La Chine poursuit sa politique d'ouverture. Elle joue un rôle actif dans le système commercial multilatéral tout en cherchant à conclure des accords bilatéraux ou régionaux de libre-échange. Sur un autre registre, son rythme de croissance a exacerbé les problèmes environnementaux et creusé les inégalités de revenus entre la ville et la campagne.

Tels sont les premiers constats relevés mercredi par l'Organisation mondiale du commerce (OMC) lors du deuxième examen des politiques commerciales de la Chine.

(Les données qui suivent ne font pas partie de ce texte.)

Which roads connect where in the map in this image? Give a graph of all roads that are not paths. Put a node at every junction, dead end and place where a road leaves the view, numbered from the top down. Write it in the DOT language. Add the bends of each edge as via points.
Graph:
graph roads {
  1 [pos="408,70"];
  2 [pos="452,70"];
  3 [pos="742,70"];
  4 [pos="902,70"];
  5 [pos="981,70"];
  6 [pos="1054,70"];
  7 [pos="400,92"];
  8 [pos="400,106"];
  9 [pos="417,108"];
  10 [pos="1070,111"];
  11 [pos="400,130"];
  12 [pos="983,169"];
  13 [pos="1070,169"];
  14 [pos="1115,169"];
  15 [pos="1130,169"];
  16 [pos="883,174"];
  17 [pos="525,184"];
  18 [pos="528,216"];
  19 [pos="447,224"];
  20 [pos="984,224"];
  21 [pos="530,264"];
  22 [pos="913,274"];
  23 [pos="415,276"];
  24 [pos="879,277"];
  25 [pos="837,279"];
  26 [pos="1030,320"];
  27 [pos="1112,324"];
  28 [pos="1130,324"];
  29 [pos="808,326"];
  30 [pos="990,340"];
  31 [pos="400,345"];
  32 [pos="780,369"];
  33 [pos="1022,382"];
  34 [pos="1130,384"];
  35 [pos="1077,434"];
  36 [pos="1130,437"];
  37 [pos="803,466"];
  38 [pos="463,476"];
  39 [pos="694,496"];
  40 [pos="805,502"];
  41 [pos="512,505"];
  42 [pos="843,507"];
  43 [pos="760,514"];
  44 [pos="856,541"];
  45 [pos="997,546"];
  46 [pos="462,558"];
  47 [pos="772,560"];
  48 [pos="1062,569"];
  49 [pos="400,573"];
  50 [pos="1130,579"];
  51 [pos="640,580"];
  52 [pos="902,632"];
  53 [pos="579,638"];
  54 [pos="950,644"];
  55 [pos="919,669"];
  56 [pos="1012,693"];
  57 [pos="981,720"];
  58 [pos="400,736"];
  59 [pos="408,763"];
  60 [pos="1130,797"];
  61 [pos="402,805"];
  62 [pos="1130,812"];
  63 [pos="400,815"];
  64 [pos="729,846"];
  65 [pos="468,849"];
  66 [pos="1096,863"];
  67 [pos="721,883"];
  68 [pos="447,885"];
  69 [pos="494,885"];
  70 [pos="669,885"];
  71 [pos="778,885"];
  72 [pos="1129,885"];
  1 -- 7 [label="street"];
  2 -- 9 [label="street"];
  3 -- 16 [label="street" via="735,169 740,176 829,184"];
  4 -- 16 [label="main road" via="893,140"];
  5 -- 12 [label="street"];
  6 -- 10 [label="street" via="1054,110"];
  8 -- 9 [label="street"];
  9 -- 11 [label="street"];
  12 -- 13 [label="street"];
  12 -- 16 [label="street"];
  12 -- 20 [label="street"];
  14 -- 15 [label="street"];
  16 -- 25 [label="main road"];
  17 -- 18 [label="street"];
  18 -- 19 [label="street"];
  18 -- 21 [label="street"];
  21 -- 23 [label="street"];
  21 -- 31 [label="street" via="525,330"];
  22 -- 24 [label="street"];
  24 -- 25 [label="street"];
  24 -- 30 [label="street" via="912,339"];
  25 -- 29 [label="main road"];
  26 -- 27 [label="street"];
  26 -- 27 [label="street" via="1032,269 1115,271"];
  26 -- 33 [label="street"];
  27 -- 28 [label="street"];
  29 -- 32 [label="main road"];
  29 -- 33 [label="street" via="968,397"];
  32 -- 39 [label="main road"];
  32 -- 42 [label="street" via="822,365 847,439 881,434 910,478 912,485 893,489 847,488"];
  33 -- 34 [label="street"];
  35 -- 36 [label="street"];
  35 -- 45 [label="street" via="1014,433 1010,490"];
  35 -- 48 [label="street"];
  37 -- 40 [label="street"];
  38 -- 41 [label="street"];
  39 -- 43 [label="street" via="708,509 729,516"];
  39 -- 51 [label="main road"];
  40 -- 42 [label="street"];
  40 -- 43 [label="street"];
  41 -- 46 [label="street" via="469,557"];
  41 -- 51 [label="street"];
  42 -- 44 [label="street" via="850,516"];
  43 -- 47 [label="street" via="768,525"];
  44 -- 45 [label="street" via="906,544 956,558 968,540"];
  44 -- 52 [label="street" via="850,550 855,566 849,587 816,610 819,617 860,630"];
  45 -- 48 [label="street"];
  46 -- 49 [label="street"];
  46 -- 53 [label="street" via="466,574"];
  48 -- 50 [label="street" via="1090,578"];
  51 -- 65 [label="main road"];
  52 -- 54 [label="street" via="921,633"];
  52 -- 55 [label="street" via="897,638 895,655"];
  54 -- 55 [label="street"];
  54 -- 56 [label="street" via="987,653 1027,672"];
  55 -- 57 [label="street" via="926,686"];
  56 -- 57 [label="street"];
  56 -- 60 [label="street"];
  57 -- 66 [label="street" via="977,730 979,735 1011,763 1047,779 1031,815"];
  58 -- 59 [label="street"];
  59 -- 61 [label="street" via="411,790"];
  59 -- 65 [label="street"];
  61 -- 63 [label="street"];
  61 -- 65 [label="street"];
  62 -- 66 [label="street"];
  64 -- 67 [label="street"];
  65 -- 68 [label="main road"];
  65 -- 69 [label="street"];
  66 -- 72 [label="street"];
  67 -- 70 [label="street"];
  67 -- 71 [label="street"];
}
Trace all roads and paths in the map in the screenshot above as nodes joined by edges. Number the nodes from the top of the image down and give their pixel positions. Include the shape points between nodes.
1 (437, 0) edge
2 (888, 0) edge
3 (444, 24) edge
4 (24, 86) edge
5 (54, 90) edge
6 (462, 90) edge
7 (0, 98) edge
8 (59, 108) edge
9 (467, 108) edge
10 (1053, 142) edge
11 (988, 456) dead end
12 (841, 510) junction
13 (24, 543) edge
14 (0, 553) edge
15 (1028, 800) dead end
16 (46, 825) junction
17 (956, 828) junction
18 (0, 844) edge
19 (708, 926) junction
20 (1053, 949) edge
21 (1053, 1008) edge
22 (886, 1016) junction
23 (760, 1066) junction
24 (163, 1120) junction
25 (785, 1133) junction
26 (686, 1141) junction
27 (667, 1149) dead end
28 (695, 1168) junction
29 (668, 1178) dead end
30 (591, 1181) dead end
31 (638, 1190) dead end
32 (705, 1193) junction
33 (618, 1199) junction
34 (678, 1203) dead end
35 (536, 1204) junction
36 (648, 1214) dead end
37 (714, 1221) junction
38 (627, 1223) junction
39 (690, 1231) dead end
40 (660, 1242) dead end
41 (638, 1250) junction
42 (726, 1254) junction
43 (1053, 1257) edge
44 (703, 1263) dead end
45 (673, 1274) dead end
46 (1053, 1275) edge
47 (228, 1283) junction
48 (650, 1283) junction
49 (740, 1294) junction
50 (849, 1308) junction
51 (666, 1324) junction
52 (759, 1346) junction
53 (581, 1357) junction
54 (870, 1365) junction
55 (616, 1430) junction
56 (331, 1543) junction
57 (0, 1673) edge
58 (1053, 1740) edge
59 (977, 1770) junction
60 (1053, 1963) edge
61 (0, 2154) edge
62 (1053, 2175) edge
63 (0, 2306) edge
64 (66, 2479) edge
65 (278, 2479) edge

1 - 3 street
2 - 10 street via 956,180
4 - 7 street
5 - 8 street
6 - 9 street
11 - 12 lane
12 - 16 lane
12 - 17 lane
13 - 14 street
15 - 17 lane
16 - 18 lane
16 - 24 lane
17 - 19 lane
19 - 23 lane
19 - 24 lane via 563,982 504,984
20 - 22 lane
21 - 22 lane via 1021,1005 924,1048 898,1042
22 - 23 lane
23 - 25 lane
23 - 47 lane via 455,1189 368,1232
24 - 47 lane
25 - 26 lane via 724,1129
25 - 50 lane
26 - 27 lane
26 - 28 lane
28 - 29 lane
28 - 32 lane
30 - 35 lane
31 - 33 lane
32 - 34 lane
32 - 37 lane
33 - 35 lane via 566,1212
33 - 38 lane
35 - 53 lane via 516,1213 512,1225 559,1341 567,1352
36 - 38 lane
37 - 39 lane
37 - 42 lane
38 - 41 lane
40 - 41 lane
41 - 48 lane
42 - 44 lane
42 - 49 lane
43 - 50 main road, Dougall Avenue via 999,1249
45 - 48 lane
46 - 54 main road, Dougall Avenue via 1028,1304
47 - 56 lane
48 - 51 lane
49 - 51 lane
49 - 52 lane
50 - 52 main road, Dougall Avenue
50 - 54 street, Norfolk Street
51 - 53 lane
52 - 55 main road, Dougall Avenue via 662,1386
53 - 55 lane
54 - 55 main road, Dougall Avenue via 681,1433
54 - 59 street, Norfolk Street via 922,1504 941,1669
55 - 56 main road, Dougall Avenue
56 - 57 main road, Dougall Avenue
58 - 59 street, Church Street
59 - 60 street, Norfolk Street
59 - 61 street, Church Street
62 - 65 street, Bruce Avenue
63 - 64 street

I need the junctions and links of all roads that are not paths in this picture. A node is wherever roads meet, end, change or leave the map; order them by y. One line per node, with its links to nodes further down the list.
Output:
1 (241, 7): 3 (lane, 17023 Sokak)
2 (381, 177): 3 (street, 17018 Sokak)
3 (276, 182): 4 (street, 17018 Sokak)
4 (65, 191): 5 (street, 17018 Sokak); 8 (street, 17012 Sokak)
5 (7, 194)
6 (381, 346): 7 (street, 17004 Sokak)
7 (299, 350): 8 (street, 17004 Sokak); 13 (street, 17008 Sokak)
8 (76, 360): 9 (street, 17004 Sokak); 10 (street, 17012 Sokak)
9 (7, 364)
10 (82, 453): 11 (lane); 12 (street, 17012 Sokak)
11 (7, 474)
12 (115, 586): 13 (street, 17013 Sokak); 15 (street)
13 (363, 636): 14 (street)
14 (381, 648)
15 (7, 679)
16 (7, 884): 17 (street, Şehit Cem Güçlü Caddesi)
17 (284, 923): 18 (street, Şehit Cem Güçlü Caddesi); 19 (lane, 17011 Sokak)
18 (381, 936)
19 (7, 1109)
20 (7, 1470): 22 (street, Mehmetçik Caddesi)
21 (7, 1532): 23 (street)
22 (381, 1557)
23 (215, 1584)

Pékin doit se soumettre, comme les autres membres, à cet exercice tous les deux ans. Le rapport a été discuté mercredi à Genève

Selon le rapport, certains aspects de sa politique restent opaques. La Chine a néanmoins pris des mesures pour les rendre plus transparentes, selon l'OMC. Cette dernière fait remarquer que, depuis l'examen précédent, le pays a adopté de nouvelles lois, notamment sur la propriété, les impôts, les bénéfices des entreprises, les faillites et les monopoles. La Chine a aussi instauré des règles égales pour tous les investisseurs étrangers ou nationaux. Depuis 2006, sa pratique commerciale a toutefois fait l'objet de neuf plaintes à l'OMC.

La lecture américaine de la politique chinoise est plus dure. L'ambassadeur Peter Allgeier a reproché les interventions d'Etats et les subventions publiques en vue de protéger des industries nationales. Il a aussi demandé que la Chine renforce sa loi pour protéger la propriété intellectuelle. Enfin, il a souhaité que le géant asiatique joue un rôle plus actif dans les négociations du Cycle de Doha.